HMS – Health, Environment and Safety

Most ofEystein 2 us associate HMS with just that; health, environment and safety. If you look up the Norwegian abbreviation HMS in korrekturavdelingen.no, it is synonymous with health, environment and safety – that makes it easy for people who have Norwegian as their mother tongue to understand. A similar search in English will result in over 100 definitions of HMS. One of the more well-known is the Harvard Medical School. One may first think of Her Majesty’s Ship or be inspired by 007 Her Majesty’s Service, or the more unfamiliar might be the Hybrid Male Sterility and Happy Mask Salesman

Where am I heading with this commentary? K2 is becoming more and more international, and the department has a significant number of foreign staff and students – therefore how we communicate is of the utmost importance.

This years HMS seminar was (unlike the previous meetings) held in English, which was very well received. Communication was a main theme in the group work. In the plenary session, Silke Appel had a proposal that all Ph.D. defences should be held in English. Rebecca Cox called for proper translation of K2Nytt into English – she occasionally had to consult the Norwegian translation to understand the English… However, everybody agreed that K2Nytt is useful, and most employees read it. There were calls for an improved “layout” and easy access to earlier editions of the newsletter.

We also discussed meeting places within the department. Shared meeting places that were highlighted where the scientific K1 / K2 seminars and the K2 HMS seminar. These are good venues to meet departmental colleagues for an informal chat, but they sometimes have poor attendance. Serving wine was suggested as a possible incentive to attend – it apparently worked in Denmark.

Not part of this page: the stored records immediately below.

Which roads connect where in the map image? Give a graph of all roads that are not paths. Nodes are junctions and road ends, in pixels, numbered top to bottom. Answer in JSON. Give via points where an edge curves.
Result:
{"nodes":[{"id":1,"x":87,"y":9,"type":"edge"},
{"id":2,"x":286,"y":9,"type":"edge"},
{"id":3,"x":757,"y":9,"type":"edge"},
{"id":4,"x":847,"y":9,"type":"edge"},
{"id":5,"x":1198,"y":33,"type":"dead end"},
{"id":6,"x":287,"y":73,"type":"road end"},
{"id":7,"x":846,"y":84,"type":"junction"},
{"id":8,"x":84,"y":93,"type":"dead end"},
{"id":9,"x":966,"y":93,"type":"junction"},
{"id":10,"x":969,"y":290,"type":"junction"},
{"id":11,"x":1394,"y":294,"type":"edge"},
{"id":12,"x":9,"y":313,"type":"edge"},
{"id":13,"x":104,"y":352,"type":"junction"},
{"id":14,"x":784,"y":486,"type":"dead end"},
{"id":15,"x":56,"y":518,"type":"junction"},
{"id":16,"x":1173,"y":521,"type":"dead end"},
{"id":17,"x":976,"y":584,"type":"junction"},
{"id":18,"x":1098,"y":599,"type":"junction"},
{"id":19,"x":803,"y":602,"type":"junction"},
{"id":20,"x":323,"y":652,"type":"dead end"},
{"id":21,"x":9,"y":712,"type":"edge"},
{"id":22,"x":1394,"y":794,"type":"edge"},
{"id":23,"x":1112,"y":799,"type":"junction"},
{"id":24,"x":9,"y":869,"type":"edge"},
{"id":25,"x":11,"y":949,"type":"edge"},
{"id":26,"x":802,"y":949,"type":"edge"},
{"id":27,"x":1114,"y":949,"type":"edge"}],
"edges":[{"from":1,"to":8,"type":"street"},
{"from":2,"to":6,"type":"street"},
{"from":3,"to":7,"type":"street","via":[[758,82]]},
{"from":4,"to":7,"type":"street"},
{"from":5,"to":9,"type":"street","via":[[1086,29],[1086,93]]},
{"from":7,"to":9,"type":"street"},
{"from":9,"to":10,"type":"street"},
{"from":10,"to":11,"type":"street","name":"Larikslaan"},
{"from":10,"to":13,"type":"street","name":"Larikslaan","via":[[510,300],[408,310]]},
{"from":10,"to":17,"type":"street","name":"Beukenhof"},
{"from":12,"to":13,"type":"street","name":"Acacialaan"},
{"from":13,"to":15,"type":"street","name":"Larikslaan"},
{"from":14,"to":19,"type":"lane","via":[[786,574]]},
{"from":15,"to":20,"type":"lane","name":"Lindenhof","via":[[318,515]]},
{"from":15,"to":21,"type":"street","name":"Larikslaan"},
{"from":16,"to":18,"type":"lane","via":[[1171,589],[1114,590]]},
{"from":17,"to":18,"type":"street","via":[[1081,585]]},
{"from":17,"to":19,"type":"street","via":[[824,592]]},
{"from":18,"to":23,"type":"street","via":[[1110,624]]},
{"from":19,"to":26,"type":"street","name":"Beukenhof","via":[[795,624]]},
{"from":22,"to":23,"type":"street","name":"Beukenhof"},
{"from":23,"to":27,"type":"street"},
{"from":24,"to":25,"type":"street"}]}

One of the more specific forums the “Faculty lunch” has been initiated. There is also a plan to resurrect the Technical Forum. The K2 management will summarize all comments from the HMS day and will focus on implementing many of the suggestions.

Two important issues were presented by the HMS department at UiB; the new portal for reporting of adverse events and a new tool for risk assessment. These topics could potentially be very dry, but they were elegantly and inspiringly presented by Johannesen, including a Kohoot quiz, and Bjørn Arild Petersen from the Geophysical Institute (link).

There was also time for good breaks, including Godt Brød for lunch, a grand piano performance and the journalist Linda Eide spoke unrestrictedly on the theme “Ekte begeistring er ingen spøk” (Genuine enthusiasm is no joke). All in all, the HMS day was very successful, including a fire alarm rehearsal, all superbly directed by Irene, Ingvild and Julie. Those of you that did not come missed out on a good day!

Finally, let this seminar be a reminder that we all have responsibility for our occupational health, safety and environment. I wish you all a good weekend.